Increasing the corrosion resistance of the distribution structures significantly simplified. Furthermore, the number of required seals is significantly reduced. Thus, no separate seal is required between the distribution structures, in particular on their top surfaces. Also, the outwardly facing side surfaces no separate seal is required. Seals are required only at the end faces on fluid-permeable inlet regions and outlet regions.

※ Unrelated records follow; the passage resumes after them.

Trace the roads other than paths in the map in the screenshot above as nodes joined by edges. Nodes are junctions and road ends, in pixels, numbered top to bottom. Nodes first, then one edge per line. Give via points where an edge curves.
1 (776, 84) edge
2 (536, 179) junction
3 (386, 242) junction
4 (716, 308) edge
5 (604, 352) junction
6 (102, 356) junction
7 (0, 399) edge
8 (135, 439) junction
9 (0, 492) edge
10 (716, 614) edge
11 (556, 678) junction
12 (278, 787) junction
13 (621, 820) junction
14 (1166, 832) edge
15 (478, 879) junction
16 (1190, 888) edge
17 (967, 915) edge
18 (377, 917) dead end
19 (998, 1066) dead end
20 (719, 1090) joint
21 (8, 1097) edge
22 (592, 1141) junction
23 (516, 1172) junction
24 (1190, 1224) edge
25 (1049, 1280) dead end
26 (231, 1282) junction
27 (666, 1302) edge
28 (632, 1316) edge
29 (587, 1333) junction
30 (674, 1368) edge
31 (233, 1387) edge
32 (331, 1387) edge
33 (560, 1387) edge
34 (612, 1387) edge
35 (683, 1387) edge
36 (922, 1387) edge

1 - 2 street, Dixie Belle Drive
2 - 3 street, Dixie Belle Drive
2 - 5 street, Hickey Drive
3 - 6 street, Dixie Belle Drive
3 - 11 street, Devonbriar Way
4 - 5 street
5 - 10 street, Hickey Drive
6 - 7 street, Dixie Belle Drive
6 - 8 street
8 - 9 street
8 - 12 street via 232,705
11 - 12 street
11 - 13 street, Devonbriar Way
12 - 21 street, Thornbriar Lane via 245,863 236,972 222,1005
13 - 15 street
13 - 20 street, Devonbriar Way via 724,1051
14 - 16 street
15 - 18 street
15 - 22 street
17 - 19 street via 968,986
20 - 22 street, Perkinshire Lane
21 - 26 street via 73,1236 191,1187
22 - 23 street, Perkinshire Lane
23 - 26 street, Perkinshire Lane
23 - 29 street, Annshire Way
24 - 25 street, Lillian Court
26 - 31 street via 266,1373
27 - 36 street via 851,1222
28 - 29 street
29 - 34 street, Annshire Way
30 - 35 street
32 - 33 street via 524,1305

Brief description of the drawings

Embodiments of the invention will be explained in more detail with reference to the drawings and the description below. Show it:

1 shows a schematic representation of a fuel cell stack with a plurality of fuel cells,

Figure 2 shows two sectional views of a first distribution structure for

 Distribution of a fuel,

Figure 3 shows two sectional views of a second distribution structure for

 Distribution of an oxidizing agent,

Figure 4 shows two sectional views of a third distribution structure for

 Passage of a coolant and

Figure 5 is a sectional view of a bipolar plate of

 Fuel cell stack of Figure 1.

Embodiments of the invention

In the following description of the embodiments of the invention, the same or similar elements are denoted by the same reference numerals, wherein a repeated description of these elements is dispensed with in individual cases. The figures illustrate the subject matter of the invention only schematically.

FIG. 1 shows a schematic representation of a fuel cell stack 5 with a plurality of fuel cells 2. Each fuel cell 2 has a membrane electrode unit 10 which comprises a first electrode 21, a second electrode 22 and a membrane 18. The two electrodes 21, 22 are arranged on mutually opposite sides of the membrane 18 and thus separated from each other by the membrane 18. The first electrode 21 will also be referred to below as the anode 21 and the second electrode 22 will also be referred to below as the cathode 22. The membrane 18 is formed as a polymer electrolyte membrane. The membrane 18 is permeable to hydrogen ions, ie H ⁺ ions. Each fuel cell 2 also has two bipolar plates 40, which adjoin the membrane electrode unit 10 on both sides. In the arrangement of multiple fuel cells 2 shown in the fuel cell stack 5 shown here, each of the bipolar plates 40 may be arranged as being adjacent to each other

Fuel cell 2 are considered properly.

The bipolar plates 40 each comprise a first distribution structure 50 for

Distribution of a fuel, which faces the anode 21. The bipolar plates 40 each also include a second distribution structure 60 for distributing the

Oxidizing agent, which faces the cathode 22. The second distribution structure 60 simultaneously serves to dissipate water formed in a reaction in the fuel cell 2.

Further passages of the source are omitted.